Sans le savoir, Julie et Charles ont incarné malgré eux ce paradoxe moderne : choisir quelqu’un qui semble plus sûr que bouleversant.
Au départ, Julie explique qu’elle n’était pas attirée par Charles, mais qu’elle voulait dépasser ses critères physiques. Son discours sincère résonne avec celui de toute une génération fatiguée des jeux de séduction, prête à troquer la passion pour la stabilité.
Mais dans cette dynamique, l’amour se construit parfois sur un déséquilibre invisible :
- l’un.e se sent chanceux.se,
- l’autre se croit sage.
- Et quand le rapport de force s’inverse, tout s’écroule.
Charles, de son côté, dit avoir eu besoin d’espace, de distance, évoquant un manque de respect et d’équilibre.
Leur histoire, vue sous le prisme du shrekking, met en lumière une vérité dérangeante : quand on choisit l’autre pour se protéger, on finit souvent par se blesser autrement.

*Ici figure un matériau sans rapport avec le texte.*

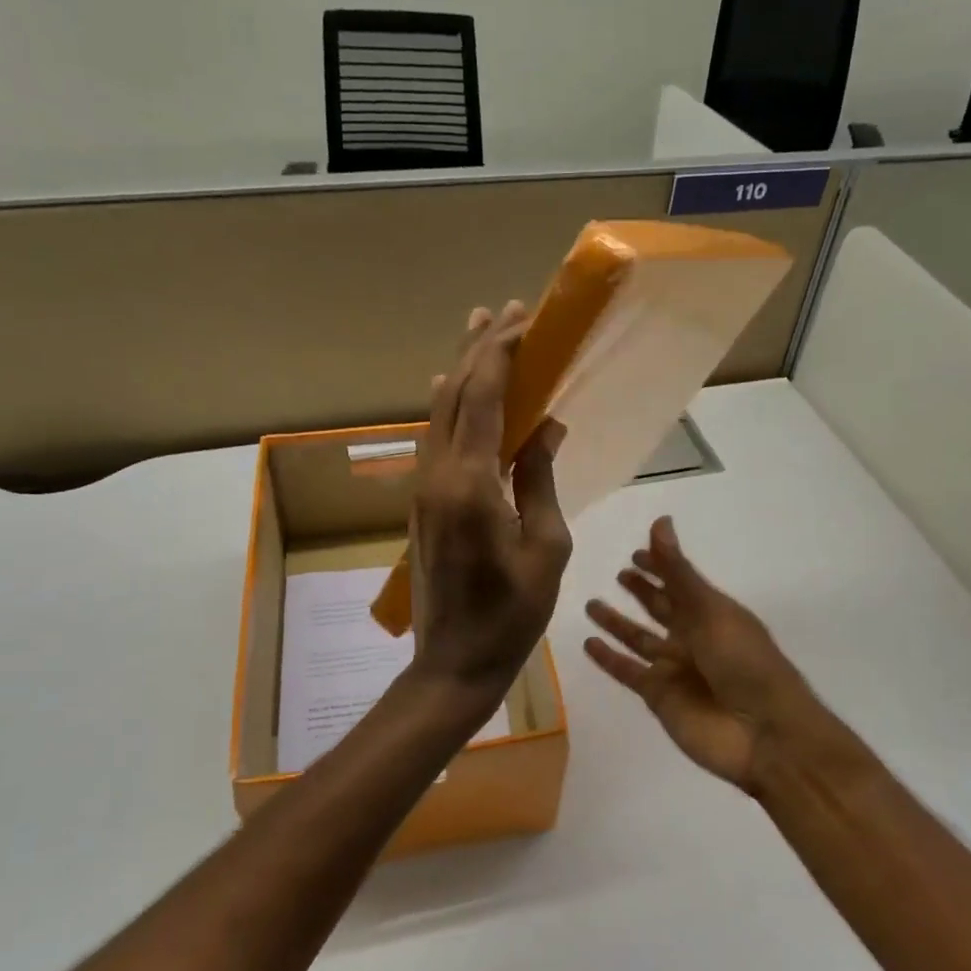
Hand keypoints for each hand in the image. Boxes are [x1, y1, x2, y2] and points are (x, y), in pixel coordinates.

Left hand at [411, 302, 571, 714]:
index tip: (524, 319)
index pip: (482, 398)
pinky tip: (454, 390)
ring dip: (461, 371)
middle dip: (479, 349)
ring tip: (480, 332)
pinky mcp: (423, 503)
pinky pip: (435, 439)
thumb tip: (545, 425)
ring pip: (438, 414)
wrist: (455, 661)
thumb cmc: (512, 613)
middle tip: (502, 310)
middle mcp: (437, 475)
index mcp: (469, 483)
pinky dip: (450, 406)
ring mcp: (424, 488)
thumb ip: (539, 478)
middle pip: (453, 395)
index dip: (501, 353)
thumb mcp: (546, 546)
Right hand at [584, 517, 813, 790]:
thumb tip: (660, 521)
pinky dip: (609, 659)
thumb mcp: (710, 609)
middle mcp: (692, 636)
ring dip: (617, 623)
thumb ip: (678, 571)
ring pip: (638, 639)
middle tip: (619, 573)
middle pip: (660, 608)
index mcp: (712, 612)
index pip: (679, 581)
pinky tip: (589, 643)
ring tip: (591, 604)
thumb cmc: (744, 662)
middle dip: (642, 591)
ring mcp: (674, 668)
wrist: (762, 733)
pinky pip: (628, 671)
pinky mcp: (658, 696)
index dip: (660, 566)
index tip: (636, 552)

Aimer pour dominer ou pour exister ?
Le shrekking révèle surtout une peur contemporaine : celle d’être vulnérable.
Dans un monde où l’on compare tout (corps, carrières, désirs), choisir un.e partenaire moins désirable devient une stratégie de contrôle.

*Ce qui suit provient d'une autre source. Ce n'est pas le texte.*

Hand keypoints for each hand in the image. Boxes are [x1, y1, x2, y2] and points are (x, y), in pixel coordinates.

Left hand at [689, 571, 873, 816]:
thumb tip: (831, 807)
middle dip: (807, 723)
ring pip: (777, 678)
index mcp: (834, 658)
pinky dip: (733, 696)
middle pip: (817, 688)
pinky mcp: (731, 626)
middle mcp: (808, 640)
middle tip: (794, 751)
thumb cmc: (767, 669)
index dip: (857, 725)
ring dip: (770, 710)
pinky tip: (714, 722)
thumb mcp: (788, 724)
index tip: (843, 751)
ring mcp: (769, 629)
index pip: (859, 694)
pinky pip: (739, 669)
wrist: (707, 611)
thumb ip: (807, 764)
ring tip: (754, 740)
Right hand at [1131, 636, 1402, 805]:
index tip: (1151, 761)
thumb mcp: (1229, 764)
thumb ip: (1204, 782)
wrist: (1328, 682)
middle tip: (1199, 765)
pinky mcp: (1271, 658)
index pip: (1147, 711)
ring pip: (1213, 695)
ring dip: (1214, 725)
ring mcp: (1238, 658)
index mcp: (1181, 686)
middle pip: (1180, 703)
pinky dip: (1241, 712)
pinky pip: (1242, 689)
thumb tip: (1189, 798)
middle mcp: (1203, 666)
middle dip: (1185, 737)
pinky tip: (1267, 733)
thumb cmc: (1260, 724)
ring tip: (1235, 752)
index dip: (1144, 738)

On pense limiter le risque d’être quitté.e, mais on recrée simplement une hiérarchie des corps : celui qui vaut plus et celui qui doit prouver.
L’amour n’est plus un pari, c’est une couverture.
Cette logique s’inscrit dans un contexte plus large : la rentabilité émotionnelle. On veut de la fiabilité, du rendement affectif et le tout sans drama. Mais à force de minimiser les risques, on éteint aussi la part de désir, de hasard, d’inconfort, qui fait justement la beauté de la rencontre.
Les leçons à tirer de Love is Blind France
L’émission, censée prouver que l’amour va au-delà des apparences, révèle surtout à quel point elles continuent de nous obséder.
Même derrière un mur, on reste prisonnier.ère de nos réflexes de classement : qui attire le plus ? qui mérite qui ? Et si Love is Blind France séduit autant, c’est peut-être parce qu’elle met le doigt sur cette contradiction : on rêve d’un amour vrai, mais on le vit avec la peur de perdre.
En résumé
Le shrekking n’est pas une mode, c’est un miroir. Il est le reflet d’une époque où la vulnérabilité semble dangereuse, où la séduction devient un calcul et où l’amour se transforme en stratégie.
Mais Love is Blind France rappelle aussi qu’aucune précaution n’annule le risque : aimer, c’est s’exposer.
Et c’est précisément ce qui, malgré tout, fait encore de l’amour la plus belle des folies.